**Exercise data**
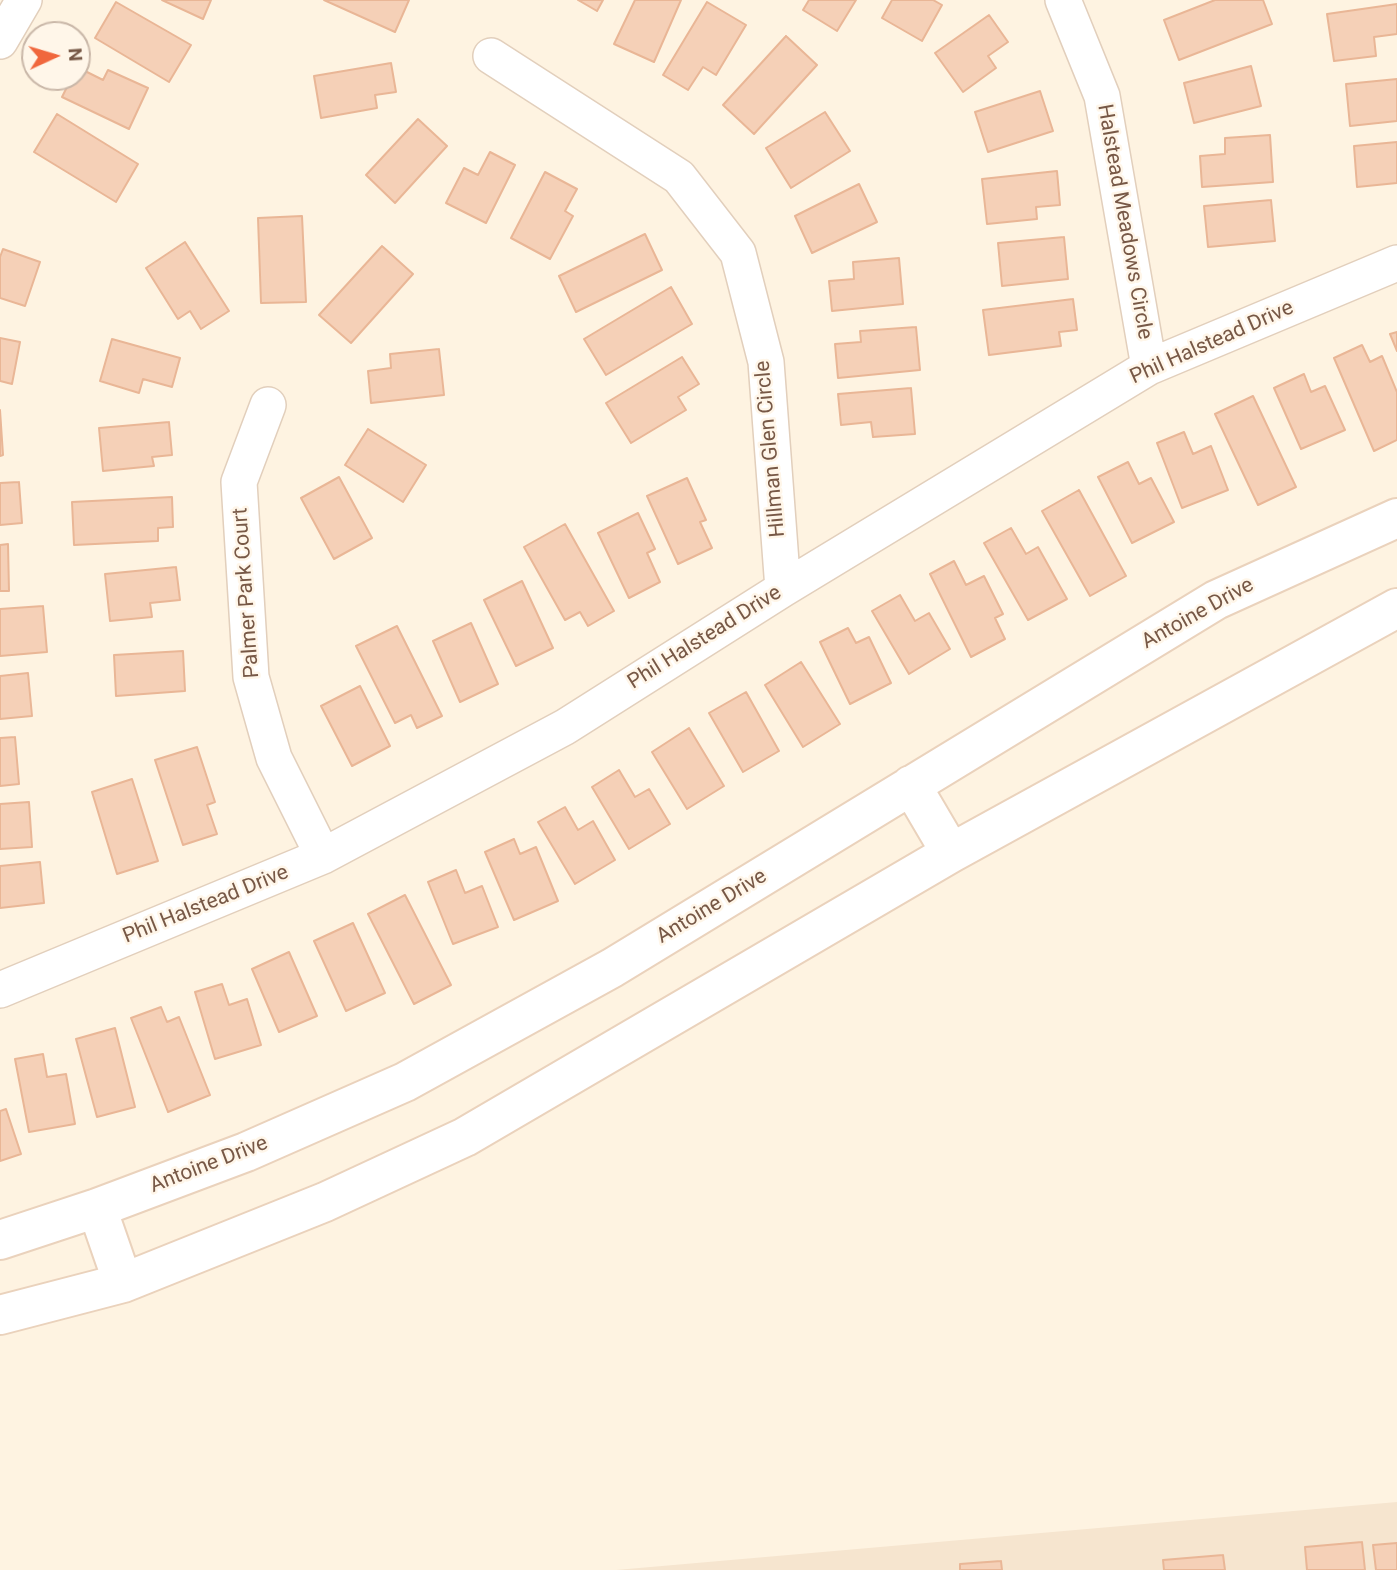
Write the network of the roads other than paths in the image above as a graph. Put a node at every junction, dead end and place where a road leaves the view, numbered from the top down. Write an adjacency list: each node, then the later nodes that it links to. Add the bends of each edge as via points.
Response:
1 (24, 0): 3 (street)
2 (1063, 0): 6 (street, Halstead Meadows Circle, via 1102,96)
3 (0, 41)
4 (491, 56): 9 (street, Hillman Glen Circle, via 679,177 738,253 766,362)
5 (1397, 263): 6 (street, Phil Halstead Drive)
6 (1149, 367): 9 (street, Phil Halstead Drive)
7 (268, 405): 13 (street, Palmer Park Court, via 240,482 251,677 274,758)
8 (1397, 518): 11 (main road, Antoine Drive, via 1216,600)
9 (783, 589): 13 (street, Phil Halstead Drive, via 565,727)
10 (1397, 608): 12 (main road)
11 (911, 785): 12 (main road); 15 (main road, Antoine Drive, via 612,968 405,1082 246,1152)
12 (951, 853): 17 (main road, via 465,1136 325,1202)
13 (323, 856): 14 (street, Phil Halstead Drive)
14 (0, 990)
15 (97, 1208): 16 (main road, Antoine Drive); 17 (main road)
16 (0, 1240)
17 (123, 1283): 18 (main road)
18 (0, 1315)

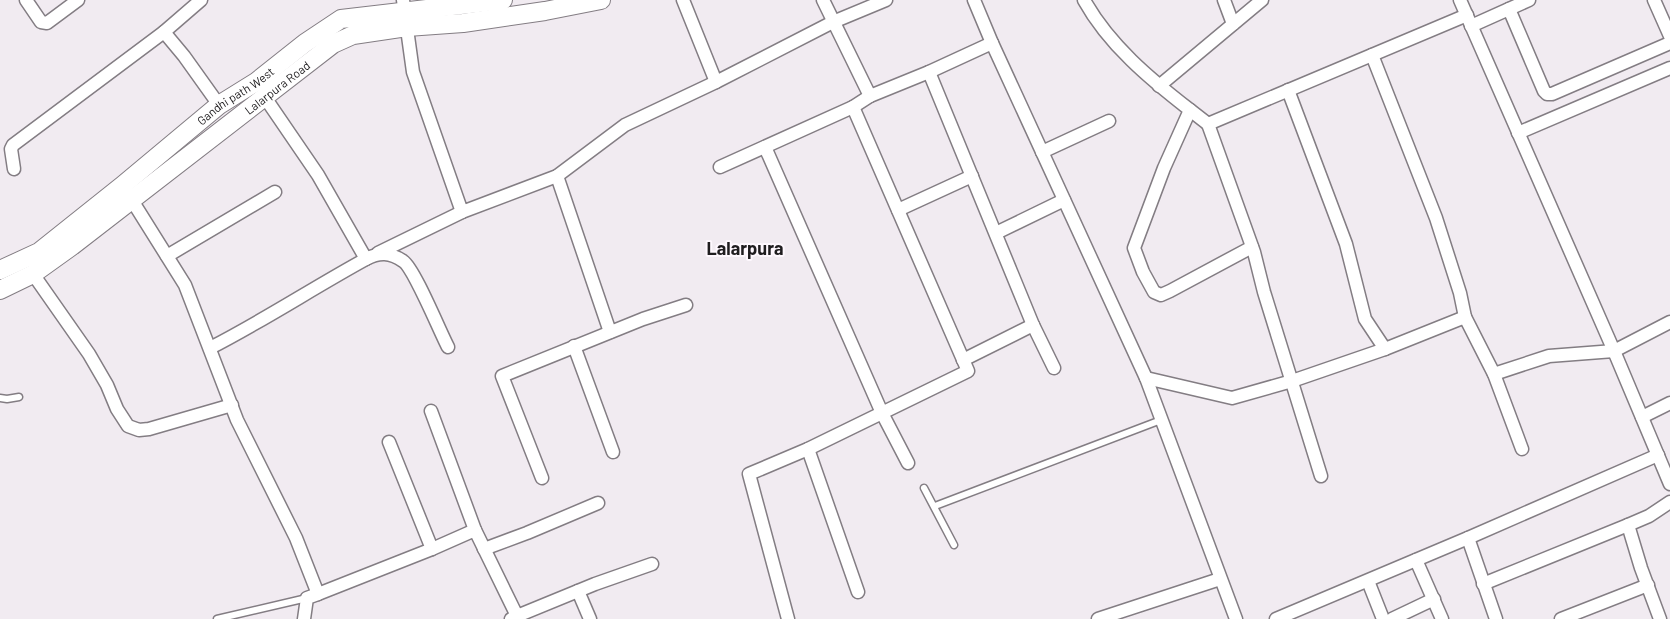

**Requirement**
Print the material above verbatim except the pictures.

**Written response**
Write the network of the roads other than paths in the image above as a graph. Put a node at every junction, dead end and place where a road leaves the view, numbered from the top down. Write an adjacency list: each node, then the later nodes that it links to. Add the bends of each edge as via points.
Response:
1 (24, 0): 3 (street)
2 (1063, 0): 6 (street, Halstead Meadows Circle, via 1102,96)
3 (0, 41)
4 (491, 56): 9 (street, Hillman Glen Circle, via 679,177 738,253 766,362)
5 (1397, 263): 6 (street, Phil Halstead Drive)
6 (1149, 367): 9 (street, Phil Halstead Drive)
7 (268, 405): 13 (street, Palmer Park Court, via 240,482 251,677 274,758)
8 (1397, 518): 11 (main road, Antoine Drive, via 1216,600)
9 (783, 589): 13 (street, Phil Halstead Drive, via 565,727)
10 (1397, 608): 12 (main road)
11 (911, 785): 12 (main road); 15 (main road, Antoine Drive, via 612,968 405,1082 246,1152)
12 (951, 853): 17 (main road, via 465,1136 325,1202)
13 (323, 856): 14 (street, Phil Halstead Drive)
14 (0, 990)
15 (97, 1208): 16 (main road, Antoine Drive); 17 (main road)
16 (0, 1240)
17 (123, 1283): 18 (main road)
18 (0, 1315)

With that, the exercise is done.